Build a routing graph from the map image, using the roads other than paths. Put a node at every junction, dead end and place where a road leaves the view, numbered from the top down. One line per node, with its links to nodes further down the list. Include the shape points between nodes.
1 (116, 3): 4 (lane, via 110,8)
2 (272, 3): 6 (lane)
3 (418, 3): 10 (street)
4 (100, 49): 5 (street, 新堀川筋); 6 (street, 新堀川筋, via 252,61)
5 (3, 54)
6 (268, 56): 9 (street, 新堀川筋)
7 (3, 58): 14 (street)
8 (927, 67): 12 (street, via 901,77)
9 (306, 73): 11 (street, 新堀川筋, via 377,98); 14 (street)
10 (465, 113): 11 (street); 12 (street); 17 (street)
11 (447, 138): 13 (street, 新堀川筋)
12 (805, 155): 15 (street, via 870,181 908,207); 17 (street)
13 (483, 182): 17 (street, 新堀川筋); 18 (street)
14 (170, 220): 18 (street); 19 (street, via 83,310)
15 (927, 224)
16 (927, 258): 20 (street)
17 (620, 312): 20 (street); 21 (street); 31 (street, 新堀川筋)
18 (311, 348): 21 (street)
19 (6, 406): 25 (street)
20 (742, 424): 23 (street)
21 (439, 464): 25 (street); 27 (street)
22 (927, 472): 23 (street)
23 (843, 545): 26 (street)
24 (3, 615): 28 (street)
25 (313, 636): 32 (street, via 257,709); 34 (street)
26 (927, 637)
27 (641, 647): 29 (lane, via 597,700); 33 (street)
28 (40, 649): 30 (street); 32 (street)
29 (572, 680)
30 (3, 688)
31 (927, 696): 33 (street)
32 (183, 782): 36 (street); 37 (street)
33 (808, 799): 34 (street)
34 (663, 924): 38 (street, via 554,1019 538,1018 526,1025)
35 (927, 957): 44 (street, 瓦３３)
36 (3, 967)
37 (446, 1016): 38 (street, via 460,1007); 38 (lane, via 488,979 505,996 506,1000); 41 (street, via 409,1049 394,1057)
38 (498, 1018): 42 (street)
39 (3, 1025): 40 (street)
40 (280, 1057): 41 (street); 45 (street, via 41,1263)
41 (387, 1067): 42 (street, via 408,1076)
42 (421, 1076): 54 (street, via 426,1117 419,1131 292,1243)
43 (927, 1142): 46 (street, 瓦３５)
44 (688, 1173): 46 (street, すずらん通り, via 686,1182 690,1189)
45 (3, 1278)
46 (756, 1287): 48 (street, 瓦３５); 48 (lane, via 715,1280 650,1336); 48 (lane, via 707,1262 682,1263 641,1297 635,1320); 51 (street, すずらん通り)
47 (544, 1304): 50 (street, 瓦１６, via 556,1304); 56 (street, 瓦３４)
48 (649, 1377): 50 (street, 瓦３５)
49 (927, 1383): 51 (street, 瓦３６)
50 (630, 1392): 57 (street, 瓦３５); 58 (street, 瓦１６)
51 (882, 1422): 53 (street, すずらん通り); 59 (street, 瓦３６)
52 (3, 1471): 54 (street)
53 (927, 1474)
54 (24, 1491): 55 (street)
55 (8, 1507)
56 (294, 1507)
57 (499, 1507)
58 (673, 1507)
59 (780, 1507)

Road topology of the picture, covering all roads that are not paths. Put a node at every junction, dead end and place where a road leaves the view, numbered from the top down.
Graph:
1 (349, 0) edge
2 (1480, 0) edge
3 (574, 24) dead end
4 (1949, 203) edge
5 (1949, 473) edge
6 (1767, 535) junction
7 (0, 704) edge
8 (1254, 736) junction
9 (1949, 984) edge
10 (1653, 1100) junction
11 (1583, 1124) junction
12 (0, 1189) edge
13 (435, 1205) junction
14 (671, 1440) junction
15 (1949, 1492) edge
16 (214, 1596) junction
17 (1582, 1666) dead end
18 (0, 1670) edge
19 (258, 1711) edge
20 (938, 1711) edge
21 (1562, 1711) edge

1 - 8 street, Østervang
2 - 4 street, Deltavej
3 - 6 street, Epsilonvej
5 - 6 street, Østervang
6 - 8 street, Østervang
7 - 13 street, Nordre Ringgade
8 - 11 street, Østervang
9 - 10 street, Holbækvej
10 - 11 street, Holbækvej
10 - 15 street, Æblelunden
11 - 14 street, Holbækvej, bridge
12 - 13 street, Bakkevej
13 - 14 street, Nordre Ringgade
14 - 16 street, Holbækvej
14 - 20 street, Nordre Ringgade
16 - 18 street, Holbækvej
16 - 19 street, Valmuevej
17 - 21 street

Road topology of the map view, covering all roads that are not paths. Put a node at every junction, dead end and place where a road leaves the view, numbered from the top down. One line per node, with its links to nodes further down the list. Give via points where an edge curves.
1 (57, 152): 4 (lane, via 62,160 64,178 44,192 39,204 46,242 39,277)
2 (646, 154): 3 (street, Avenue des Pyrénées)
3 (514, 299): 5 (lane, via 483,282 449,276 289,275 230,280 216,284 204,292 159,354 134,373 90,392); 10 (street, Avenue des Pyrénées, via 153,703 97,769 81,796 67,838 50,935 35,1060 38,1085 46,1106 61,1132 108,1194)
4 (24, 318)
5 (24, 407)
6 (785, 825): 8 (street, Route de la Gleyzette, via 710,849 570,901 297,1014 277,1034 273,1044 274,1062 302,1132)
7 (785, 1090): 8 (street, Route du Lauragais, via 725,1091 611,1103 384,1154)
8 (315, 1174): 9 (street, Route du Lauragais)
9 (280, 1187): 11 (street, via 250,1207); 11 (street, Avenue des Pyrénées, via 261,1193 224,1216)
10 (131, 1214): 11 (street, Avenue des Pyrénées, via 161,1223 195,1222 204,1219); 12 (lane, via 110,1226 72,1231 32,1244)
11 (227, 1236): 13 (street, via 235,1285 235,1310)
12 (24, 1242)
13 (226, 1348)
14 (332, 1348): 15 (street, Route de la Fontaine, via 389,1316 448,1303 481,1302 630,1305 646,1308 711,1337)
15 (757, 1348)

□ □ □

Exercise goal =
Output each line of the records above exactly.

Response area =
Build a routing graph from the map image, using the roads other than paths. Put a node at every junction, dead end and place where a road leaves the view, numbered from the top down. One line per node, with its links to nodes further down the list. Include the shape points between nodes.
1 (116, 3): 4 (lane, via 110,8)
2 (272, 3): 6 (lane)
3 (418, 3): 10 (street)
4 (100, 49): 5 (street, 新堀川筋); 6 (street, 新堀川筋, via 252,61)
5 (3, 54)
6 (268, 56): 9 (street, 新堀川筋)
7 (3, 58): 14 (street)
8 (927, 67): 12 (street, via 901,77)
9 (306, 73): 11 (street, 新堀川筋, via 377,98); 14 (street)
10 (465, 113): 11 (street); 12 (street); 17 (street)
11 (447, 138): 13 (street, 新堀川筋)
12 (805, 155): 15 (street, via 870,181 908,207); 17 (street)
13 (483, 182): 17 (street, 新堀川筋); 18 (street)
14 (170, 220): 18 (street); 19 (street, via 83,310)
15 (927, 224)
16 (927, 258): 20 (street)
17 (620, 312): 20 (street); 21 (street); 31 (street, 新堀川筋)
18 (311, 348): 21 (street)
19 (6, 406): 25 (street)
20 (742, 424): 23 (street)
21 (439, 464): 25 (street); 27 (street)
22 (927, 472): 23 (street)
23 (843, 545): 26 (street)
24 (3, 615): 28 (street)
25 (313, 636): 32 (street, via 257,709); 34 (street)
26 (927, 637)
27 (641, 647): 29 (lane, via 597,700); 33 (street)
28 (40, 649): 30 (street); 32 (street)
29 (572, 680)
30 (3, 688)
31 (927, 696): 33 (street)
32 (183, 782): 36 (street); 37 (street)
33 (808, 799): 34 (street)
34 (663, 924): 38 (street, via 554,1019 538,1018 526,1025)
35 (927, 957): 44 (street, 瓦３３)
36 (3, 967)
37 (446, 1016): 38 (street, via 460,1007); 38 (lane, via 488,979 505,996 506,1000); 41 (street, via 409,1049 394,1057)
38 (498, 1018): 42 (street)
39 (3, 1025): 40 (street)
40 (280, 1057): 41 (street); 45 (street, via 41,1263)
41 (387, 1067): 42 (street, via 408,1076)
42 (421, 1076): 54 (street, via 426,1117 419,1131 292,1243)
43 (927, 1142): 46 (street, 瓦３５)
44 (688, 1173): 46 (street, すずらん通り, via 686,1182 690,1189)
45 (3, 1278)
46 (756, 1287): 48 (street, 瓦３５); 48 (lane, via 715,1280 650,1336); 48 (lane, via 707,1262 682,1263 641,1297 635,1320); 51 (street, すずらん通り)
47 (544, 1304): 50 (street, 瓦１６, via 556,1304); 56 (street, 瓦３４)
48 (649, 1377): 50 (street, 瓦３５)
49 (927, 1383): 51 (street, 瓦３６)
50 (630, 1392): 57 (street, 瓦３５); 58 (street, 瓦１６)
51 (882, 1422): 53 (street, すずらん通り); 59 (street, 瓦３６)
52 (3, 1471): 54 (street)
53 (927, 1474)
54 (24, 1491): 55 (street)
55 (8, 1507)
56 (294, 1507)
57 (499, 1507)
58 (673, 1507)
59 (780, 1507)

Road topology of the picture, covering all roads that are not paths. Put a node at every junction, dead end and place where a road leaves the view, numbered from the top down.
Graph:
1 (349, 0) edge
2 (1480, 0) edge
3 (574, 24) dead end
4 (1949, 203) edge
5 (1949, 473) edge
6 (1767, 535) junction
7 (0, 704) edge
8 (1254, 736) junction
9 (1949, 984) edge
10 (1653, 1100) junction
11 (1583, 1124) junction
12 (0, 1189) edge
13 (435, 1205) junction
14 (671, 1440) junction
15 (1949, 1492) edge
16 (214, 1596) junction
17 (1582, 1666) dead end
18 (0, 1670) edge
19 (258, 1711) edge
20 (938, 1711) edge
21 (1562, 1711) edge

1 - 8 street, Østervang
2 - 4 street, Deltavej
3 - 6 street, Epsilonvej
5 - 6 street, Østervang
6 - 8 street, Østervang
7 - 13 street, Nordre Ringgade
8 - 11 street, Østervang
9 - 10 street, Holbækvej
10 - 11 street, Holbækvej
10 - 15 street, Æblelunden
11 - 14 street, Holbækvej, bridge
12 - 13 street, Bakkevej
13 - 14 street, Nordre Ringgade
14 - 16 street, Holbækvej
14 - 20 street, Nordre Ringgade
16 - 18 street, Holbækvej
16 - 19 street, Valmuevej
17 - 21 street

Road topology of the map view, covering all roads that are not paths. Put a node at every junction, dead end and place where a road leaves the view, numbered from the top down. One line per node, with its links to nodes further down the list. Give via points where an edge curves.
1 (57, 152): 4 (lane, via 62,160 64,178 44,192 39,204 46,242 39,277)
2 (646, 154): 3 (street, Avenue des Pyrénées)
3 (514, 299): 5 (lane, via 483,282 449,276 289,275 230,280 216,284 204,292 159,354 134,373 90,392); 10 (street, Avenue des Pyrénées, via 153,703 97,769 81,796 67,838 50,935 35,1060 38,1085 46,1106 61,1132 108,1194)
4 (24, 318)
5 (24, 407)
6 (785, 825): 8 (street, Route de la Gleyzette, via 710,849 570,901 297,1014 277,1034 273,1044 274,1062 302,1132)
7 (785, 1090): 8 (street, Route du Lauragais, via 725,1091 611,1103 384,1154)
8 (315, 1174): 9 (street, Route du Lauragais)
9 (280, 1187): 11 (street, via 250,1207); 11 (street, Avenue des Pyrénées, via 261,1193 224,1216)
10 (131, 1214): 11 (street, Avenue des Pyrénées, via 161,1223 195,1222 204,1219); 12 (lane, via 110,1226 72,1231 32,1244)
11 (227, 1236): 13 (street, via 235,1285 235,1310)
12 (24, 1242)
13 (226, 1348)
14 (332, 1348): 15 (street, Route de la Fontaine, via 389,1316 448,1303 481,1302 630,1305 646,1308 711,1337)
15 (757, 1348)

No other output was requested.